Bedah Editorial MI: Menimbang Sebelum Menambang

7 June 2024 09:11

DIIZINKANNYA organisasi kemasyarakatan (ormas) untuk mengelola usaha pertambangan disambut antusias oleh Pengurus Besar Nahdlatul Ulama (PBNU). Ormas keagamaan terbesar di dunia itu akan membuka lembaran baru melalui badan usahanya untuk menjadi salah satu pengelola tambang batu bara. 

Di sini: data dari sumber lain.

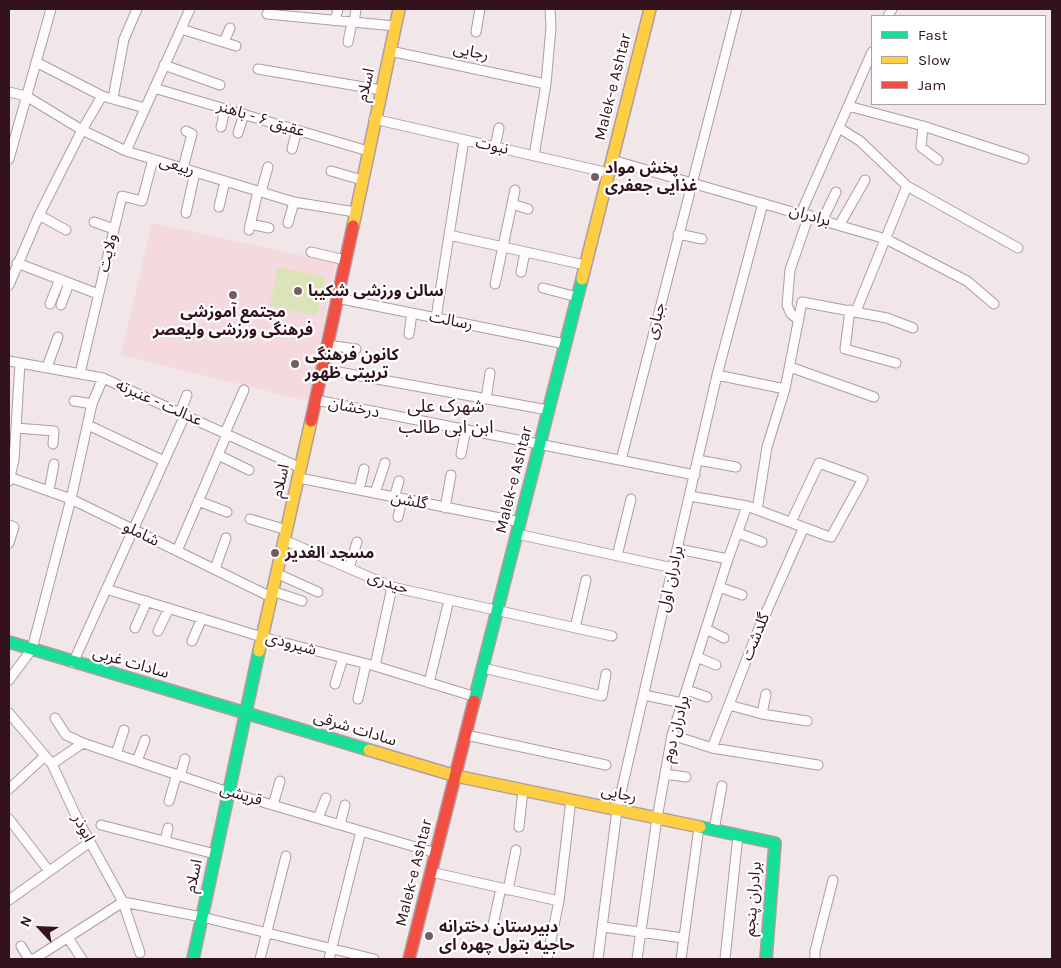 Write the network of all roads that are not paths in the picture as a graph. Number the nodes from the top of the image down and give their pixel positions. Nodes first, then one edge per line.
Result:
1 (50, 9) edge
2 (137, 9) edge
3 (190, 9) edge
4 (338, 9) edge
5 (356, 9) edge
6 (399, 9) edge
7 (480, 9) edge
8 (550, 9) edge
9 (650, 9) edge
10 (737, 9) edge
11 (490, 11) dead end
12 (292, 13) edge
13 (267, 14) dead end
14 (336, 21) junction
15 (353, 22) junction
16 (395, 26) junction
17 (230, 28) dead end
18 (181, 29) junction
19 (476, 32) dead end
20 (224, 42) junction
21 (348, 42) dead end
22 (236, 46) dead end
23 (390, 51) junction
24 (871, 54) edge
25 (36, 62) junction
26 (164, 65) junction
27 (258, 69) dead end
28 (546, 84) junction
29 (220, 85) dead end
30 (154, 88) junction
31 (381, 90) junction
32 (9, 92) edge
33 (26, 96) junction
34 (102, 96) junction
35 (113, 98) junction
36 (848, 106) junction
37 (145, 108) junction
38 (225, 108) junction
39 (244, 114) junction
40 (374, 119) junction
41 (923, 126) junction
42 (221, 127) dead end
43 (499, 128) dead end
44 (838, 128) junction
45 (82, 130) junction
46 (296, 130) junction
47 (186, 132) dead end
48 (238, 134) dead end
49 (464, 140) junction
50 (495, 147) junction
51 (292, 149) dead end
52 (126, 151) junction
53 (368, 151) junction
54 (534, 156) junction
55 (9, 158) edge
56 (153, 159) junction
57 (1024, 159) dead end
58 (612, 160) junction
59 (938, 160) dead end
60 (268, 167) dead end
61 (183, 168) junction
62 (331, 171) dead end
63 (195, 172) junction
64 (609, 172) junction
65 (362, 180) junction
66 (865, 180) dead end
67 (226, 181) junction
68 (691, 183) junction
69 (907, 186) junction
70 (515, 190) dead end
71 (259, 191) junction
72 (836, 192) dead end
73 (294, 202) junction
74 (763, 203) junction
75 (512, 204) junction
76 (219, 207) dead end
77 (528, 209) dead end
78 (355, 212) junction
79 (186, 213) dead end
80 (805, 214) junction
81 (39, 215) junction
82 (823, 219) junction
83 (94, 222) dead end
84 (288, 223) dead end
85 (840, 224) junction
86 (269, 228) dead end
87 (114, 229) junction
88 (66, 230) dead end
89 (678, 234) junction
90 (449, 235) junction
91 (702, 239) dead end
92 (886, 239) junction
93 (503, 247) junction
94 (1018, 248) dead end
95 (311, 252) dead end
96 (525, 252) junction
97 (345, 260) junction
98 (17, 263) junction
99 (585, 265) junction
100 (522, 272) dead end
101 (60, 280) junction
102 (69, 283) junction
103 (495, 284) dead end
104 (9, 285) edge
105 (542, 288) dead end
106 (98, 294) junction
107 (577, 297) junction
108 (337, 298) junction
109 (50, 304) dead end
110 (994, 304) dead end
111 (61, 305) dead end
112 (853, 311) junction
113 (412, 313) junction
114 (436, 318) junction
115 (800, 320) junction
116 (913, 328) dead end
117 (408, 334) dead end
118 (58, 337) dead end
119 (565, 344) junction
120 (327, 345) junction
121 (356, 349) dead end
122 (9, 361) edge
123 (20, 363) junction
124 (896, 363) dead end
125 (47, 367) junction
126 (790, 367) junction
127 (322, 369) junction
128 (80, 373) junction
129 (490, 373) dead end
130 (717, 375) junction
131 (103, 378) junction
132 (244, 390) dead end
133 (785, 390) junction
134 (187, 395) dead end
135 (874, 397) dead end
136 (486, 399) junction
137 (316, 400) junction
138 (74, 401) dead end
139 (92, 404) junction
140 (548, 410) junction
141 (182, 414) junction
142 (88, 425) junction
143 (16, 428) junction
144 (466, 429) junction
145 (226, 433) junction
146 (540, 443) junction
147 (53, 444) dead end
148 (218, 454) junction
149 (461, 454) dead end
150 (620, 460) junction
151 (698, 460) junction
152 (164, 462) junction
153 (385, 463) dead end
154 (54, 464) dead end
155 (736, 467) dead end
156 (364, 469) dead end
157 (249, 470) dead end
158 (300, 473) junction
159 (451, 475) dead end
160 (695, 475) junction
161 (9, 479) edge
162 (399, 482) dead end
163 (359, 490) junction
164 (49, 492) junction
165 (375, 494) junction
166 (690, 496) junction
167 (398, 498) junction
168 (70, 499) junction
169 (631, 499) dead end
170 (198, 501) junction
171 (747, 506) junction
172 (445, 508) junction
173 (757, 510) junction
174 (226, 512) dead end
175 (398, 518) dead end
176 (250, 519) dead end
177 (791, 522) junction
178 (9, 525) edge
179 (804, 527) junction
180 (518, 528) junction
181 (134, 530) junction
182 (738, 533) junction
183 (285, 535) junction
184 (226, 538) dead end
185 (357, 542) dead end
186 (762, 542) dead end
187 (9, 543) edge
188 (678, 548) junction
189 (176, 551) junction
190 (617, 556) junction
191 (728, 559) junction
192 (349, 568) junction
193 (673, 568) junction
194 (215, 569) junction
195 (276, 574) junction
196 (586, 580) dead end
197 (392, 586) junction
198 (719, 587) junction
199 (106, 589) junction
200 (318, 592) dead end
201 (272, 594) junction
202 (742, 595) dead end
203 (450, 600) junction
204 (147, 601) junction
205 (302, 601) dead end
206 (169, 608) junction
207 (497, 612) junction
208 (202, 618) junction
209 (135, 628) dead end
210 (576, 628) junction
211 (706, 630) junction
212 (158, 631) dead end
213 (612, 636) dead end
214 (262, 637) junction
215 (724, 638) dead end
216 (192, 641) dead end
217 (9, 642) edge
218 (32, 649) junction
219 (697, 657) junction
220 (343, 658) junction
221 (73, 663) junction
222 (370, 665) junction
223 (716, 665) dead end
224 (483, 668) junction
225 (606, 674) dead end
226 (9, 680) edge
227 (429, 683) junction
228 (335, 684) dead end
229 (687, 690) junction
230 (766, 694) dead end
231 (644, 695) junction
232 (476, 697) junction
233 (707, 697) dead end
234 (358, 699) dead end
235 (682, 703) junction
236 (729, 705) junction
237 (9, 713) edge
238 (244, 713) junction
239 (762, 714) junction
240 (55, 718) dead end
241 (807, 721) dead end
242 (124, 730) dead end
243 (466, 735) junction
244 (672, 735) junction
245 (145, 740) dead end
246 (83, 743) junction
247 (712, 748) junction
248 (116, 754) junction
249 (45, 756) junction
250 (185, 759) dead end
251 (136, 761) junction
252 (52, 764) junction
253 (606, 765) dead end
254 (818, 765) dead end
255 (665, 774) junction
256 (178, 775) junction
257 (456, 776) junction
258 (686, 777) dead end
259 (280, 781) dead end
260 (722, 786) dead end
261 (9, 789) edge
262 (523, 790) junction
263 (228, 792) junction
264 (326, 798) dead end
265 (571, 800) junction
266 (169, 801) dead end
267 (273, 805) junction
268 (345, 805) dead end
269 (617, 810) junction
270 (318, 818) junction
271 (656, 818) junction
272 (9, 819) edge
273 (101, 824) dead end
274 (340, 825) junction
275 (519, 827) dead end
276 (699, 827) junction
277 (168, 828) dead end
278 (714, 830) junction
279 (361, 831) junction
280 (738, 835) junction
281 (165, 841) junction
282 (90, 842) junction
283 (775, 842) joint
284 (516, 850) dead end
285 (215, 854) junction
286 (436, 854) junction
287 (286, 856) dead end
288 (49, 871) junction
289 (431, 872) junction
290 (833, 880) dead end
291 (505, 889) junction
292 (9, 900) edge
293 (559, 901) junction
294 (123, 902) junction
295 (202, 918) junction
296 (493, 925) dead end
297 (603, 927) junction
298 (640, 932) junction
299 (267, 933) junction
300 (68, 938) junction
301 (683, 938) junction
302 (20, 946) dead end
303 (332, 949) junction
304 (140, 953) dead end
305 (29, 959) edge
306 (34, 959) edge
307 (82, 959) edge
308 (193, 959) edge
309 (260, 959) edge
310 (329, 959) edge
311 (374, 959) edge
312 (409, 959) edge
313 (547, 959) edge
314 (598, 959) edge
315 (636, 959) edge
316 (681, 959) edge
317 (725, 959) edge
318 (766, 959) edge
319 (815, 959) edge

1 - 25 street
2 - 35 street
3 - 18 street
4 - 14 street
5 - 15 street
6 - 16 street, اسلام
7 - 11 street
7 - 19 street
8 - 28 street
9 - 58 street, Malek-e Ashtar
10 - 68 street, جباری
12 - 13 street
12 - 14 street
14 - 15 street
15 - 16 street
15 - 21 street
16 - 23 street, اسلام
17 - 20 street
18 - 20 street
18 - 26 street
20 - 22 street
23 - 28 street, رجایی
23 - 31 street, اسلام
24 - 36 street
25 - 33 street
25 - 34 street
26 - 29 street
26 - 30 street
27 - 31 street
28 - 54 street
30 - 37 street
30 - 38 street, عقیق ۶ - باهنر
31 - 40 street, اسلام
32 - 33 street, ربیعی
33 - 45 street, ربیعی
33 - 55 street
34 - 35 street
34 - 45 street
35 - 37 street
36 - 41 street
36 - 44 street
37 - 52 street
38 - 39 street, عقیق ۶ - باهنر
38 - 42 street
39 - 46 street, عقیق ۶ - باهنر
39 - 48 street
40 - 49 street, نبوت
40 - 53 street, اسلام
41 - 57 street
41 - 59 street
43 - 50 street
44 - 69 street
44 - 80 street
45 - 52 street, ربیعی
45 - 81 street
46 - 51 street
46 - 53 street, عقیق ۶ - باهنر
47 - 61 street
49 - 50 street, نبوت
49 - 90 street
50 - 54 street, نبوت
52 - 56 street, ربیعی
53 - 65 street, اسلام
54 - 64 street, نبوت
56 - 61 street, ربیعی
56 - 87 street, ولایت
58 - 64 street, Malek-e Ashtar
58 - 68 street, برادران
60 - 71 street
61 - 63 street, ربیعی
62 - 65 street
63 - 67 street, ربیعی
63 - 79 street
64 - 99 street, Malek-e Ashtar
65 - 78 street, اسلام
66 - 85 street
67 - 71 street, ربیعی
67 - 76 street
68 - 74 street, برادران
68 - 89 street, جباری
69 - 92 street
69 - 94 street
70 - 75 street
71 - 73 street, ربیعی
71 - 86 street
72 - 82 street
73 - 78 street, ربیعی
73 - 84 street
74 - 80 street, برادران
74 - 130 street, برادران اول
75 - 77 street
75 - 93 street
78 - 97 street, اسلام
80 - 82 street, برادران
80 - 115 street
81 - 88 street
81 - 98 street
82 - 85 street, برادران
83 - 87 street
85 - 92 street, برادران
87 - 106 street, ولایت
89 - 91 street
89 - 150 street, جباری
90 - 93 street
90 - 114 street
92 - 110 street, برادران
92 - 112 street
93 - 96 street
93 - 103 street
95 - 97 street
96 - 99 street
96 - 100 street
97 - 108 street, اسلام
98 - 101 street
98 - 104 street
99 - 107 street, Malek-e Ashtar
101 - 102 street
101 - 109 street
102 - 106 street
102 - 111 street
105 - 107 street
106 - 128 street, ولایت
107 - 119 street, Malek-e Ashtar
108 - 113 street, رسالت
108 - 120 street, اسلام
112 - 115 street
112 - 116 street
112 - 124 street
113 - 114 street, رسالت
113 - 117 street
114 - 119 street, رسالت
115 - 126 street
118 - 125 street
119 - 140 street, Malek-e Ashtar
120 - 121 street
120 - 127 street, اسلام
122 - 123 street, عدالت - عنبرته
123 - 125 street, عدالت - عنبرته
123 - 143 street
125 - 128 street, عدالت - عنبرته
126 - 133 street
126 - 135 street
127 - 136 street
127 - 137 street, اسلام
128 - 131 street, عدالت - عنبرته
129 - 136 street
130 - 133 street
130 - 151 street, برادران اول
131 - 139 street
131 - 141 street, عدالت - عنبرته
132 - 145 street
133 - 173 street
134 - 141 street
136 - 140 street
137 - 144 street, درخشان
137 - 158 street, اسلام
138 - 139 street
139 - 142 street
140 - 146 street, Malek-e Ashtar
141 - 145 street, عدالت - عنبرته
141 - 152 street
142 - 152 street
142 - 168 street
143 - 147 street
143 - 161 street
144 - 146 street, درخشان
144 - 149 street
145 - 148 street
145 - 158 street, عدالت - عنبرته
146 - 150 street, درخشان
146 - 180 street, Malek-e Ashtar
148 - 157 street
148 - 170 street
150 - 160 street, درخشان
151 - 155 street
151 - 160 street, برادران اول
152 - 181 street
153 - 165 street
154 - 164 street
156 - 163 street
158 - 163 street, گلشن
158 - 183 street, اسلام
159 - 172 street
160 - 166 street, برادران اول
161 - 164 street, شاملو
162 - 167 street
163 - 165 street, گلشن
164 - 168 street, شاملو
165 - 167 street, گلشن
166 - 171 street
166 - 188 street, برادران اول
167 - 172 street, گلشن
167 - 175 street
168 - 181 street, شاملو
168 - 218 street
169 - 190 street
170 - 174 street
170 - 189 street
171 - 173 street
171 - 182 street, برادران دوم
172 - 180 street, گلشن
173 - 177 street
176 - 183 street, حیدری
177 - 179 street
177 - 179 street
178 - 187 street
179 - 236 street, گلدشت
180 - 190 street, گلشن
180 - 207 street, Malek-e Ashtar
181 - 189 street, شاملو
181 - 199 street
182 - 186 street
182 - 191 street, برادران دوم
183 - 192 street, حیدری
183 - 195 street, اسلام
184 - 194 street
185 - 192 street
188 - 191 street
188 - 193 street, برادران اول
189 - 194 street, شاملو
190 - 193 street, گلشن
191 - 198 street, برادران دوم
192 - 197 street, حیدری
193 - 231 street, برادران اول
194 - 201 street, شاملو
195 - 200 street
195 - 201 street, اسلام
196 - 210 street
197 - 203 street, حیدری
197 - 222 street
198 - 202 street
198 - 211 street, برادران دوم
199 - 204 street, شیرودی
199 - 221 street
201 - 205 street, شاملو
201 - 214 street, اسلام
203 - 207 street, حیدری
203 - 227 street
204 - 206 street, شیرودی
204 - 209 street
206 - 208 street, شیرودی
206 - 212 street
207 - 210 street, حیدری
207 - 224 street, Malek-e Ashtar
208 - 214 street, شیرودی
208 - 216 street
210 - 213 street, حیدری
211 - 215 street
211 - 219 street, برادران دوم
214 - 220 street, شیرودی
214 - 238 street, اسلام
217 - 218 street, سادات غربی
218 - 221 street, سادات غربی
218 - 226 street
219 - 223 street
219 - 229 street, برادران دوم
220 - 222 street, شیرودی
220 - 228 street
221 - 238 street, سادات غربی
222 - 227 street, شیرودی
222 - 234 street
224 - 225 street
224 - 232 street, Malek-e Ashtar
227 - 232 street, شیرودی
229 - 233 street
229 - 235 street, برادران دوم
230 - 239 street
231 - 235 street
231 - 269 street, برادران اول
232 - 243 street, Malek-e Ashtar
235 - 244 street, برادران دوم
236 - 239 street
236 - 247 street, گلدشت
237 - 249 street, ابوذر
238 - 257 street, سادات شرقی
238 - 263 street, اسلام
239 - 241 street
240 - 246 street, قریشی
242 - 248 street
243 - 253 street
243 - 257 street, Malek-e Ashtar
244 - 247 street
244 - 255 street, برادران دوم
245 - 251 street
246 - 248 street, قریشی
246 - 252 street
247 - 254 street
248 - 251 street, قریشی
249 - 252 street, ابوذر
249 - 261 street
250 - 256 street
251 - 256 street, قریشی
252 - 282 street, ابوذر
255 - 258 street
255 - 271 street, برادران دوم
256 - 263 street, قریشی
256 - 266 street
257 - 262 street, رجایی
257 - 286 street, Malek-e Ashtar
259 - 267 street
260 - 278 street
262 - 265 street, رجایی
262 - 275 street
263 - 267 street, قریشی
263 - 285 street, اسلام
264 - 270 street
265 - 269 street, رجایی
265 - 293 street
267 - 270 street, قریشی
268 - 274 street
269 - 271 street, رجایی
269 - 297 street, برادران اول
270 - 274 street, قریشی
271 - 276 street, رجایی
271 - 298 street, برادران دوم
272 - 288 street
273 - 281 street
274 - 279 street, قریشی
276 - 278 street, رجایی
276 - 301 street
277 - 281 street
278 - 280 street, رجایی
279 - 286 street, قریشی
279 - 303 street
280 - 283 street, رجایی
280 - 317 street
281 - 285 street
282 - 288 street
282 - 294 street, ابوذر
283 - 318 street, برادران پنجم
284 - 291 street
285 - 295 street, اسلام
286 - 289 street, Malek-e Ashtar
287 - 299 street
288 - 292 street
289 - 291 street
289 - 312 street, Malek-e Ashtar
290 - 319 street
291 - 293 street
291 - 296 street
293 - 313 street
294 - 295 street
294 - 300 street
294 - 304 street, ابوذر
295 - 299 street
295 - 308 street, اسلام
297 - 298 street
297 - 314 street, برادران اول
298 - 301 street
298 - 315 street, برادران دوم
299 - 303 street
299 - 309 street
300 - 306 street
300 - 307 street
301 - 316 street
302 - 305 street
303 - 310 street
303 - 311 street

Seiring penerbitan Peraturan Pemerintah (PP) Nomor 25 Tahun 2024 tentang Perubahan atas PP Nomor 96 Tahun 2021 tentang Pelaksanaan Kegiatan Usaha Pertambangan Mineral dan Batubara yang diteken pada 30 Mei, setiap ormas diberi hak kelola pertambangan. Namun, hingga kini, baru PBNU yang paling cepat merespons. Dua ormas keagamaan, yakni Konerensi Wali Gereja Indonesa (KWI) dan Persatuan Gereja-gereja di Indonesia (PGI) menolak mengambil hak kelola tambang itu.

Begitu juga dengan Muhammadiyah, yang hingga kini belum menentukan sikap, apakah mengambil atau tidak opsi pengelolaan tambang yang diberikan oleh pemerintah. Adapun NU, berjanji akan mengisi badan usaha yang mereka bentuk dengan merekrut ratusan profesional dari kalangan NU, termasuk yang selama ini sudah bekerja di luar negeri. Penghasilan dari perusahaan itu kemudian akan digunakan untuk kebutuhan organisasi, bukan individu. Sebuah niat baik, yang kita akan tunggu realisasinya.
 

Baca: Ormas Kelola Tambang Rawan Konflik Kepentingan

Namun, bagi ormas keagamaan yang tidak akan mengajukan izin usaha tambang, mereka juga memiliki niat yang tak kalah mulia. Mereka merasa tidak memiliki kemampuan di bidang tambang dan khawatir akan kehilangan legitimasi moral. Selain itu ada juga yang menekankan prinsip kehati-hatian dan akan mempertimbangkan tawaran itu dari sisi positif, negatif, serta kemampuan diri. 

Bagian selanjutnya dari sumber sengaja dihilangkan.